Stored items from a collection
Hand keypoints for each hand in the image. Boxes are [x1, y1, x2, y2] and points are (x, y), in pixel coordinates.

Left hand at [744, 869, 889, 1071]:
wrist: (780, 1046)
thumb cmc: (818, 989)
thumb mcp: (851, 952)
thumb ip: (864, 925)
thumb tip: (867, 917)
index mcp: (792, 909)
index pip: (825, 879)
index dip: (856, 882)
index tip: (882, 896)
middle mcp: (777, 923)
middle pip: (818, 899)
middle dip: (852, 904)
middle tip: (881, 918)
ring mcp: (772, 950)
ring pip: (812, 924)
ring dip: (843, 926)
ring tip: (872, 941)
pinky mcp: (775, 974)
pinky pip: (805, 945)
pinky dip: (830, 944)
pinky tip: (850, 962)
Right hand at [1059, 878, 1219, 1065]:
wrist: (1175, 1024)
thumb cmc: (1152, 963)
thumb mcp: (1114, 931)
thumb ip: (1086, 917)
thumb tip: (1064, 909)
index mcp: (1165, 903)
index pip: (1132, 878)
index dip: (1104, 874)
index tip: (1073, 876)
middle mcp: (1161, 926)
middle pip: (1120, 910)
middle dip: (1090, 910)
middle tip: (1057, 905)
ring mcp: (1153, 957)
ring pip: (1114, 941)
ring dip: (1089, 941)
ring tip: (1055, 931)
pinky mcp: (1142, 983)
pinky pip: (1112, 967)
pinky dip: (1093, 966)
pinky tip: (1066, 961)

---

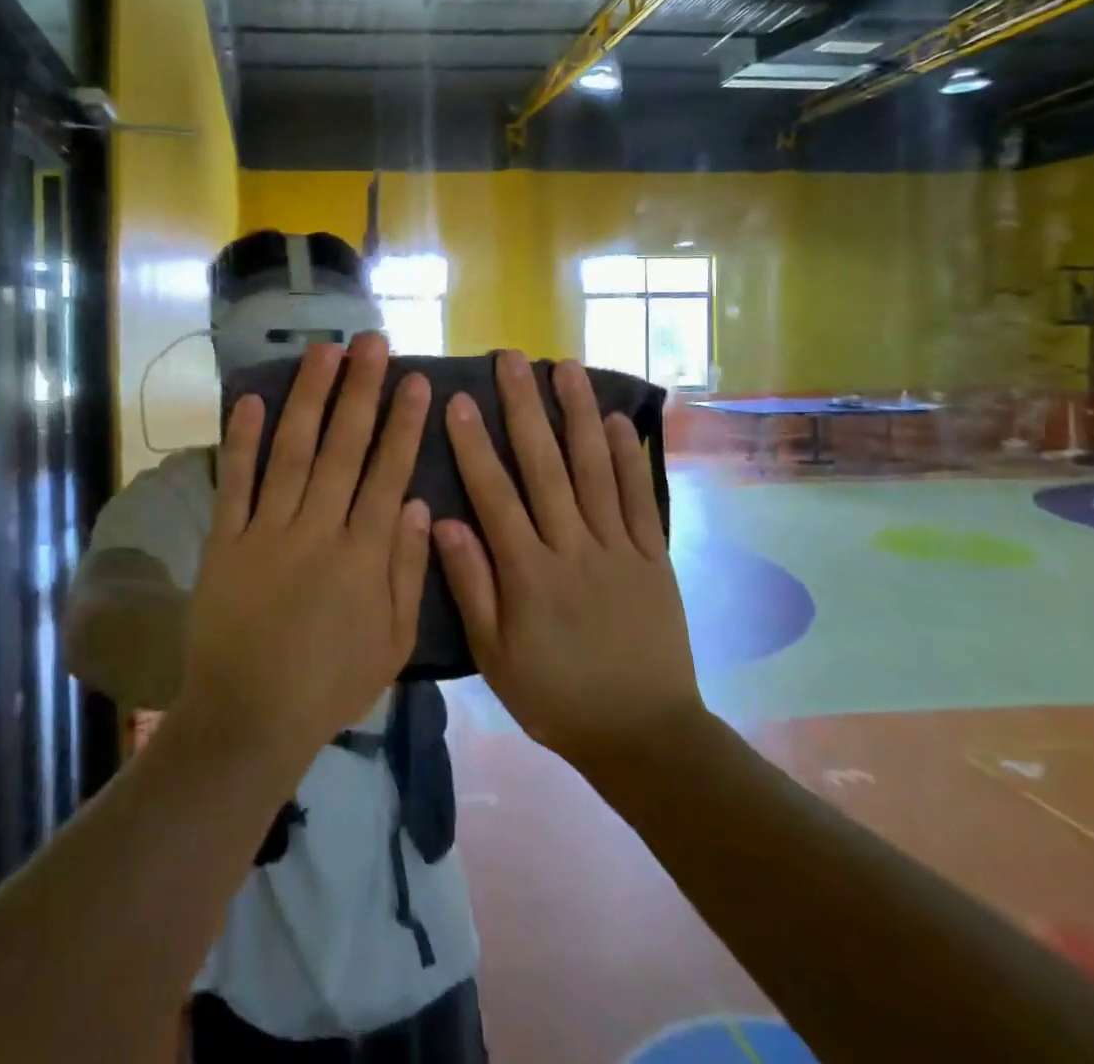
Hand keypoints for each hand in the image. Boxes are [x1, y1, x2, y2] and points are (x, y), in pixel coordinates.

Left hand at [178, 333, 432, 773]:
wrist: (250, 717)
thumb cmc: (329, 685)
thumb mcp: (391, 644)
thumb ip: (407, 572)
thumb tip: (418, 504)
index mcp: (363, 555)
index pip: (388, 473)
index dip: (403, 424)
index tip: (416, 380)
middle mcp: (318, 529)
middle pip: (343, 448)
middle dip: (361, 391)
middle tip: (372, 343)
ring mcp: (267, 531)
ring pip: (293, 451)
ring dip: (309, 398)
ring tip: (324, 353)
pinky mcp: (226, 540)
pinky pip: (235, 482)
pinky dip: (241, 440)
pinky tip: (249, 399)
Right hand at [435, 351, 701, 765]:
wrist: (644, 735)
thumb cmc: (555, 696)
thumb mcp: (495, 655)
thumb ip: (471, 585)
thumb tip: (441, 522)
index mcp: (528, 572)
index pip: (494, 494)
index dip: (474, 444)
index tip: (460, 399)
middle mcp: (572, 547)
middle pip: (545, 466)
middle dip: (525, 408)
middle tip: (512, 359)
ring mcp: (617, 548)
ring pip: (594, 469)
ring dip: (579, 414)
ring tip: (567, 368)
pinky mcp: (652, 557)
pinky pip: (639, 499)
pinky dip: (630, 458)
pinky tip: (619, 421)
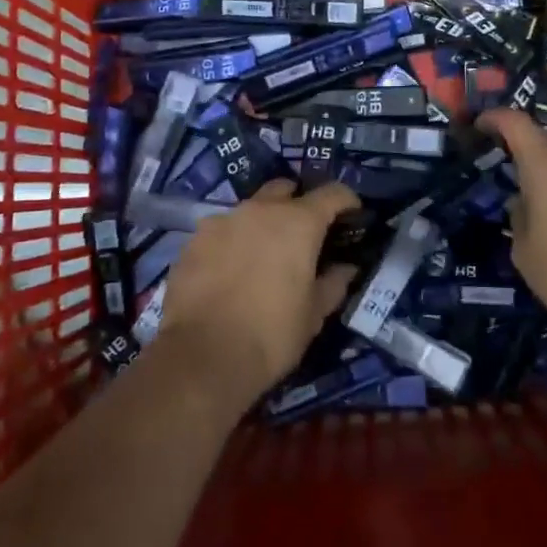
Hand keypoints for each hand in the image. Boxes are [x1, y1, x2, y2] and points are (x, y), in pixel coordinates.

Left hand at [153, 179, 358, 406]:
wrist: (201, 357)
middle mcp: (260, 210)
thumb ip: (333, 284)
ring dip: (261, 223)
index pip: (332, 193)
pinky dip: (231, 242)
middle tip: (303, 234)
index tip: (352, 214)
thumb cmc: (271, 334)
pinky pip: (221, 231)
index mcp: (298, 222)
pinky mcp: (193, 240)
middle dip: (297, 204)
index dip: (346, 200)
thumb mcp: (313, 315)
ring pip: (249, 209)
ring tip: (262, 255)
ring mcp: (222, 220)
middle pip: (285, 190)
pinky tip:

---

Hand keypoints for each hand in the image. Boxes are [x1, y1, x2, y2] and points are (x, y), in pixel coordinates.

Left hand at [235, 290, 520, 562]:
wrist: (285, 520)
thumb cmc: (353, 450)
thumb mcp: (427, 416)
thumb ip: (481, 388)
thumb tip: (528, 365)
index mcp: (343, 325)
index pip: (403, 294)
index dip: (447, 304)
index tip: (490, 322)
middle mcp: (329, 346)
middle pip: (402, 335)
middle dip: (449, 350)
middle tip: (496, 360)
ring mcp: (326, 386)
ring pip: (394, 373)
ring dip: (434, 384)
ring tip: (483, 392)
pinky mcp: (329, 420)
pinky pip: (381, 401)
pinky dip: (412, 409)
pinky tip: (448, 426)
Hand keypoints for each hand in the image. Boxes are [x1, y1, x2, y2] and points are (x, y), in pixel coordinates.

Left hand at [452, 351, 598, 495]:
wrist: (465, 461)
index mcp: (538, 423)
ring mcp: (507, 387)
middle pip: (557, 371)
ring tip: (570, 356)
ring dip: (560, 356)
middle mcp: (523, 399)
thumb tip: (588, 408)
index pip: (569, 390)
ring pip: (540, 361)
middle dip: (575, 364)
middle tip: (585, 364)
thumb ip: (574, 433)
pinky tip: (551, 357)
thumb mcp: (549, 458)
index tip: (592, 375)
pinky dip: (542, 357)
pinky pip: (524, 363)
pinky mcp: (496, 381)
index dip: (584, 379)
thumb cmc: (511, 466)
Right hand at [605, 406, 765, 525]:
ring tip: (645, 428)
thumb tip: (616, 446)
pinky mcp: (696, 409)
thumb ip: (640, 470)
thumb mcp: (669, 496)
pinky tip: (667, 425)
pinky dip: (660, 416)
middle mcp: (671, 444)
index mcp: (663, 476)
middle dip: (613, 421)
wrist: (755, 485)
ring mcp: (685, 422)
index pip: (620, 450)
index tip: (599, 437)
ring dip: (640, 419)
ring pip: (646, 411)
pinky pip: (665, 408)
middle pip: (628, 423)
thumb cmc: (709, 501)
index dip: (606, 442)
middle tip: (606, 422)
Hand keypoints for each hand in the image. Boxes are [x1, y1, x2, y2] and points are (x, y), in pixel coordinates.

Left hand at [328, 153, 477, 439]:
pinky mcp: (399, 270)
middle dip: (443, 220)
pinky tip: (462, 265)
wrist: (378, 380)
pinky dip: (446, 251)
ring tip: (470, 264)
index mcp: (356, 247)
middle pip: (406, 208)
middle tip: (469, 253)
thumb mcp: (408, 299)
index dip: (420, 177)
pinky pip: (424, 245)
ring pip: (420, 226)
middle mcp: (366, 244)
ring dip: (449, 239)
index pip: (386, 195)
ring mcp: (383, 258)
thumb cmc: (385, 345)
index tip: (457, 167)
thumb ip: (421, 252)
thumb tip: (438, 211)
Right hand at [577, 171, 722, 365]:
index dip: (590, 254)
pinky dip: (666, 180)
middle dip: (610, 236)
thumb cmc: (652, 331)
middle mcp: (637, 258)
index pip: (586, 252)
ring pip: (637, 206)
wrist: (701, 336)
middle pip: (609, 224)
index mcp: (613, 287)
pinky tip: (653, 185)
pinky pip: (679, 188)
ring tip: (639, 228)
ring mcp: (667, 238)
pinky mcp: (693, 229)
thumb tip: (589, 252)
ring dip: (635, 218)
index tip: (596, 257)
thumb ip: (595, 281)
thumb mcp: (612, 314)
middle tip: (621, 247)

= What to produce =
Where a line above contains the string "Left", copy that line.

= Finished exercise =
Left hand at [744, 869, 889, 1071]:
Left hand at [178, 333, 432, 773]:
Left hand at [153, 179, 358, 406]:
Left hand at [235, 290, 520, 562]:
Left hand at [452, 351, 598, 495]:
Left hand at [328, 153, 477, 439]:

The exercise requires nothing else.